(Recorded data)
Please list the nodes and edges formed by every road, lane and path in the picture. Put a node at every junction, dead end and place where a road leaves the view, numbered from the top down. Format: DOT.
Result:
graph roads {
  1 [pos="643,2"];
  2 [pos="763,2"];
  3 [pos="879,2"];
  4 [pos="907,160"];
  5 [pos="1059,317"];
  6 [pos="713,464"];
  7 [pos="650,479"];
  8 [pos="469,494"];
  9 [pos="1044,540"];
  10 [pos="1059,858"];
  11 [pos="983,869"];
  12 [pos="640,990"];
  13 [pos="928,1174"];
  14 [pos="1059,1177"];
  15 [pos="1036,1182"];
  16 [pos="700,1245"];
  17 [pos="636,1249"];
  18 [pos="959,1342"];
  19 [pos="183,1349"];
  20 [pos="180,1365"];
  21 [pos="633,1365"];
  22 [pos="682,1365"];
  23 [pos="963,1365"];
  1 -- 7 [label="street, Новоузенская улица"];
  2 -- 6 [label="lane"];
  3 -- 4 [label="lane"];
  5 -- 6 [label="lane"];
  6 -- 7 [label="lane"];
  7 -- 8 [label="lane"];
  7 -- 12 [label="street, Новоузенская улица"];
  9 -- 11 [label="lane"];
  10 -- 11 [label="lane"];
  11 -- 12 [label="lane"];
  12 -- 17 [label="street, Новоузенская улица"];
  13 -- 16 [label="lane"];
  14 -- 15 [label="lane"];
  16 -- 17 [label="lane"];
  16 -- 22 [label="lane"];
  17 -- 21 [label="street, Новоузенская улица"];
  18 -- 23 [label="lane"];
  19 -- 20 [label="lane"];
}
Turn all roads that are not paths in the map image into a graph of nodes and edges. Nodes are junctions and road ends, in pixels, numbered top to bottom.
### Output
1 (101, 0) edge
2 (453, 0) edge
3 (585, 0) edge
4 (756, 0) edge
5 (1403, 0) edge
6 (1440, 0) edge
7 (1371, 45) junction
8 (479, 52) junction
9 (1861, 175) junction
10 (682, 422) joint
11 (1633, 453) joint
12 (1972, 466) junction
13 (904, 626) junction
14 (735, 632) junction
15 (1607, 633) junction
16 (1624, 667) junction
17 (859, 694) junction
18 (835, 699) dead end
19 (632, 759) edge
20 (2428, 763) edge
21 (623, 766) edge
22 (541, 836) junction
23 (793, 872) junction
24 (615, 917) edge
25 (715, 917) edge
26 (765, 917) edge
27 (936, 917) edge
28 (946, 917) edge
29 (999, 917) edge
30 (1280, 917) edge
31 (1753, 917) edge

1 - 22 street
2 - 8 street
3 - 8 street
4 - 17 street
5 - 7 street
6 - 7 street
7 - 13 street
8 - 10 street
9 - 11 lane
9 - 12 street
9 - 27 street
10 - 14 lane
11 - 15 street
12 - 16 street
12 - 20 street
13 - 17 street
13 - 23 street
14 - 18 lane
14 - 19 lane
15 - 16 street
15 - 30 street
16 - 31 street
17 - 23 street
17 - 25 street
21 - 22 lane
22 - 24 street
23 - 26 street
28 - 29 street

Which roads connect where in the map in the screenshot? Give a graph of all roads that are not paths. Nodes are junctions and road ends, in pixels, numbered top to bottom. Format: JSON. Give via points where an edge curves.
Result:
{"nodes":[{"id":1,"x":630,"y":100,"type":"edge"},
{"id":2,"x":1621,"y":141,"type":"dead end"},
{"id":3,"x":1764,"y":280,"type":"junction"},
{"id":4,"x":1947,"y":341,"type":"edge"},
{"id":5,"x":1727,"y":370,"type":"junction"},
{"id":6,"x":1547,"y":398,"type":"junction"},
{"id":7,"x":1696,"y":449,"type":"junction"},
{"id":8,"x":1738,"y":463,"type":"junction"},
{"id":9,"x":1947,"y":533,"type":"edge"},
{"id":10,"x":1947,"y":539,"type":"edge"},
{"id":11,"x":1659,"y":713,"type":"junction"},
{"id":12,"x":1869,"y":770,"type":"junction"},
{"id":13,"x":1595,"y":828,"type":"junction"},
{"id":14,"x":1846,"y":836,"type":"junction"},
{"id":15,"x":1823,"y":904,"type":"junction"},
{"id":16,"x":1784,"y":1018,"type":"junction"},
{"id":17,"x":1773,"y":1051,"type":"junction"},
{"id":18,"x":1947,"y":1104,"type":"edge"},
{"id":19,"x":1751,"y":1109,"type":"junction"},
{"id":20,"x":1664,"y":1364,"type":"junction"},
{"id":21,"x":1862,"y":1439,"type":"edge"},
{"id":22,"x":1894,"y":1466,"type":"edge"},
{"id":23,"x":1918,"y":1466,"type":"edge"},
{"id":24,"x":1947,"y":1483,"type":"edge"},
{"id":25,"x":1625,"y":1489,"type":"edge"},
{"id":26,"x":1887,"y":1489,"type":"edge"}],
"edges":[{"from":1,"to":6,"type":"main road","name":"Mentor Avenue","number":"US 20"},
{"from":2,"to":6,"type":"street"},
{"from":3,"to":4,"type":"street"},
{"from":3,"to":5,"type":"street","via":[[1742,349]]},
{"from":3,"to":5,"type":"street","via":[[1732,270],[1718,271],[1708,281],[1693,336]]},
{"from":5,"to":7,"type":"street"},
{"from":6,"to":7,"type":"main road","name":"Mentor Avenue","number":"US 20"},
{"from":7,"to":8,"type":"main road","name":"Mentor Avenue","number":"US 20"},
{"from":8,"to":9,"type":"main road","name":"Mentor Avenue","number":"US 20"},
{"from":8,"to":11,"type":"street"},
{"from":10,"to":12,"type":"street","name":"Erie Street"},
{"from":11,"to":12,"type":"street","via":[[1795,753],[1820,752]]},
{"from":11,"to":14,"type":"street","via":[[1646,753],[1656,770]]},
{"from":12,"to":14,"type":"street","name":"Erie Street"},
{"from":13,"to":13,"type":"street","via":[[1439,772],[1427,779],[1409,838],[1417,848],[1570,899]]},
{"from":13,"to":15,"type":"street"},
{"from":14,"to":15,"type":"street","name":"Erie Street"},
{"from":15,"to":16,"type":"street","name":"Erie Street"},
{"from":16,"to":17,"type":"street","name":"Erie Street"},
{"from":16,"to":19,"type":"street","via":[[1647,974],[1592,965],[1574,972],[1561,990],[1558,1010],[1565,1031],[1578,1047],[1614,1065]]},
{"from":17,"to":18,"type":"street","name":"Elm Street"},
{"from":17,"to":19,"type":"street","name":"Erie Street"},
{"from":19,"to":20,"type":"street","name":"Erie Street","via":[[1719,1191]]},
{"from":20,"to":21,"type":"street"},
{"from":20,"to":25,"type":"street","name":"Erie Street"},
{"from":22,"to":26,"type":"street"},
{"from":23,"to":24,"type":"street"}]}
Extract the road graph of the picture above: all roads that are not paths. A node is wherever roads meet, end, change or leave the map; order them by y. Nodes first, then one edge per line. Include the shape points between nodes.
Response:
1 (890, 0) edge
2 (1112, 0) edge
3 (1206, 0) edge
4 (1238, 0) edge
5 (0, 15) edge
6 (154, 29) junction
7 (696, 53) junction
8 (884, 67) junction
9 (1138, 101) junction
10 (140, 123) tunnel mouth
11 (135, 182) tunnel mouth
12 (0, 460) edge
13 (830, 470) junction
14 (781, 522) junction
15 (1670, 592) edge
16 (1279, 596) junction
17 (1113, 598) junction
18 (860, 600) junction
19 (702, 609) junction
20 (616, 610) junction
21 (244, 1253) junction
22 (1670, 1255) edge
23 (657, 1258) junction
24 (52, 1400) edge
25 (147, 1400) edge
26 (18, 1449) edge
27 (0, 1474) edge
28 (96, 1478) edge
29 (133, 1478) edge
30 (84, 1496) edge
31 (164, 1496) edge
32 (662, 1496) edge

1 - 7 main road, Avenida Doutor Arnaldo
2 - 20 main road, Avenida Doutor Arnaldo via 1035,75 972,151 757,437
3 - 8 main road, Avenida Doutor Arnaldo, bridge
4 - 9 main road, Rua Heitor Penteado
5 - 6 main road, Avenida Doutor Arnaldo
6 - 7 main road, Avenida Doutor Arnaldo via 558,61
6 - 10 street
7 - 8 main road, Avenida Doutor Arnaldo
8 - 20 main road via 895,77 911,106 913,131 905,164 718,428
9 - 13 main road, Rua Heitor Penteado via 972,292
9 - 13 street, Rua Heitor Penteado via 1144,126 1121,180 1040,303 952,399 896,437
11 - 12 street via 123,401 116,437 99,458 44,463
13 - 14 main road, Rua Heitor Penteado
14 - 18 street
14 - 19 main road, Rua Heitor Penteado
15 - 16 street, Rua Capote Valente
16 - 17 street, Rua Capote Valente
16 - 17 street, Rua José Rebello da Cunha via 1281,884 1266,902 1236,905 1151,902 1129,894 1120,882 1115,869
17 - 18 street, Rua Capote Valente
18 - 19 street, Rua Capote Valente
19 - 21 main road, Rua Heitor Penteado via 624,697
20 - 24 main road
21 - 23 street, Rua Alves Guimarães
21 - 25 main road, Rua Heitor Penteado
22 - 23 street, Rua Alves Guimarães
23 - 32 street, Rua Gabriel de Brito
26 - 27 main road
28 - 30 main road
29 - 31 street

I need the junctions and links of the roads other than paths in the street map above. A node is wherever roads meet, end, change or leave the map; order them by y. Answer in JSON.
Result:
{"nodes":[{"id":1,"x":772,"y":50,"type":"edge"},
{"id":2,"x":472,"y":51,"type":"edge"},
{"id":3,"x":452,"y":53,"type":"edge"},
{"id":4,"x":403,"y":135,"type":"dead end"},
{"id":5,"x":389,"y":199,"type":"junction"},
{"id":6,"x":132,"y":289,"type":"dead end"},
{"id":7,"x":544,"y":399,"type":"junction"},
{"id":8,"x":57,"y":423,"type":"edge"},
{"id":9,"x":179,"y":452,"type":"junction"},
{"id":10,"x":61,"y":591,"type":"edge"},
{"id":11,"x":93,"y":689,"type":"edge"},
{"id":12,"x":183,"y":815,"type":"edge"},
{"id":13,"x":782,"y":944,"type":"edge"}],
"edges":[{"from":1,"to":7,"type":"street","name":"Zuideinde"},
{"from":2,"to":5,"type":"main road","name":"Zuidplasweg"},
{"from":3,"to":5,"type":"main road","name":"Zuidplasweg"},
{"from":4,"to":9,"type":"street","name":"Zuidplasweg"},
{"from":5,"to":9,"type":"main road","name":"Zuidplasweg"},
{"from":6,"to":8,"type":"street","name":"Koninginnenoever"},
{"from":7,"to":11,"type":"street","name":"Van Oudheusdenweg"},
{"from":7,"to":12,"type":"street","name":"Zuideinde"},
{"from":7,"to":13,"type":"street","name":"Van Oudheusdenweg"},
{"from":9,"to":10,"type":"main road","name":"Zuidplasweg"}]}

The problem — Using the data above, establish how many lines include the word "tunnel"; the reply is that number only.

Task output — 2